# WHAT IS BEING ASKED:
Set the pictures aside and return each record below precisely as written.

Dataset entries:
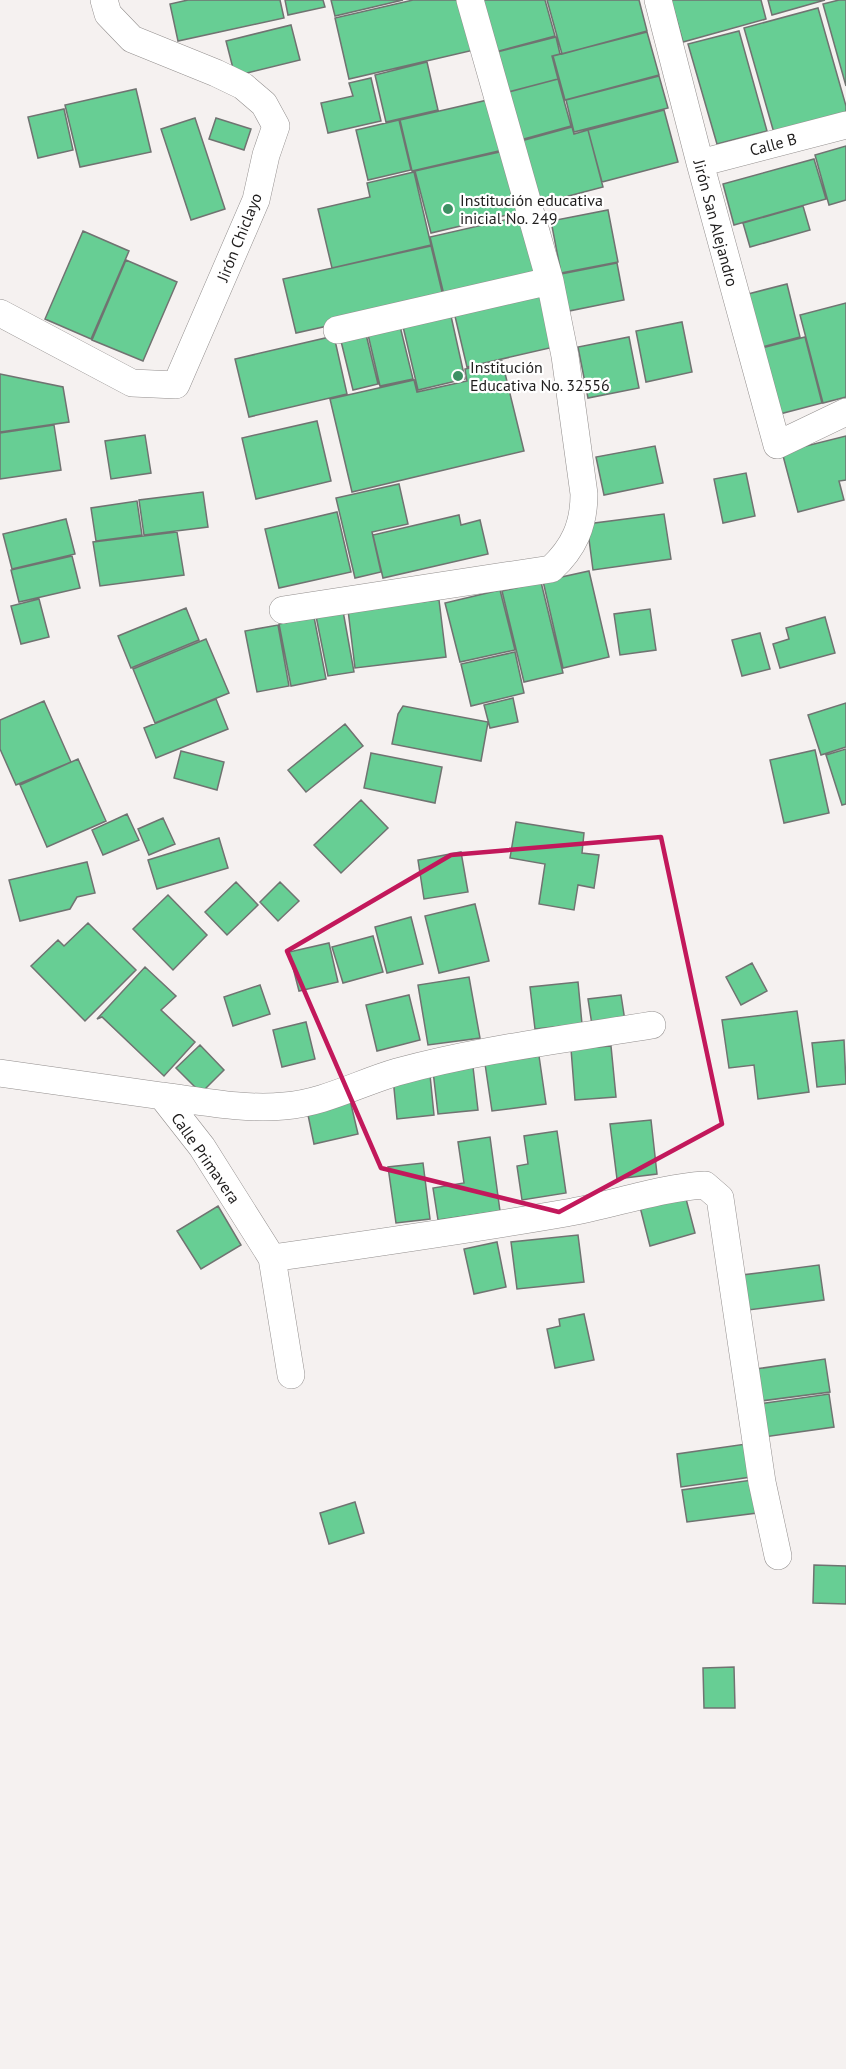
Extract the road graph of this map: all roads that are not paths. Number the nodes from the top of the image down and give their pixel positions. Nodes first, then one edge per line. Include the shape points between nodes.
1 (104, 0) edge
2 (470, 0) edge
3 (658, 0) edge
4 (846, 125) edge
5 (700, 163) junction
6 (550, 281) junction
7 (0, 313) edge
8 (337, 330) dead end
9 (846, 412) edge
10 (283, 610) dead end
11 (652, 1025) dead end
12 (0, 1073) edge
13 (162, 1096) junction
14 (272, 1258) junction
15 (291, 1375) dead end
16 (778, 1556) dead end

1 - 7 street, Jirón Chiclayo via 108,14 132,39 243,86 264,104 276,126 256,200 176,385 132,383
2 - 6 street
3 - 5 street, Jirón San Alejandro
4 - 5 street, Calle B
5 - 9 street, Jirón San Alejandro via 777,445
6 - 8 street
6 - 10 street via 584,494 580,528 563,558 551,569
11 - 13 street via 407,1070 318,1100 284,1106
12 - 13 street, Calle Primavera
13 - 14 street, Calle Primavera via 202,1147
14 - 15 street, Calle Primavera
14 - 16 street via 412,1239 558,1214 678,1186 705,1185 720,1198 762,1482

# EXERCISE RESULT:
Extract the road graph of this map: all roads that are not paths. Number the nodes from the top of the image down and give their pixel positions. Nodes first, then one edge per line. Include the shape points between nodes.
1 (104, 0) edge
2 (470, 0) edge
3 (658, 0) edge
4 (846, 125) edge
5 (700, 163) junction
6 (550, 281) junction
7 (0, 313) edge
8 (337, 330) dead end
9 (846, 412) edge
10 (283, 610) dead end
11 (652, 1025) dead end
12 (0, 1073) edge
13 (162, 1096) junction
14 (272, 1258) junction
15 (291, 1375) dead end
16 (778, 1556) dead end

1 - 7 street, Jirón Chiclayo via 108,14 132,39 243,86 264,104 276,126 256,200 176,385 132,383
2 - 6 street
3 - 5 street, Jirón San Alejandro
4 - 5 street, Calle B
5 - 9 street, Jirón San Alejandro via 777,445
6 - 8 street
6 - 10 street via 584,494 580,528 563,558 551,569
11 - 13 street via 407,1070 318,1100 284,1106
12 - 13 street, Calle Primavera
13 - 14 street, Calle Primavera via 202,1147
14 - 15 street, Calle Primavera
14 - 16 street via 412,1239 558,1214 678,1186 705,1185 720,1198 762,1482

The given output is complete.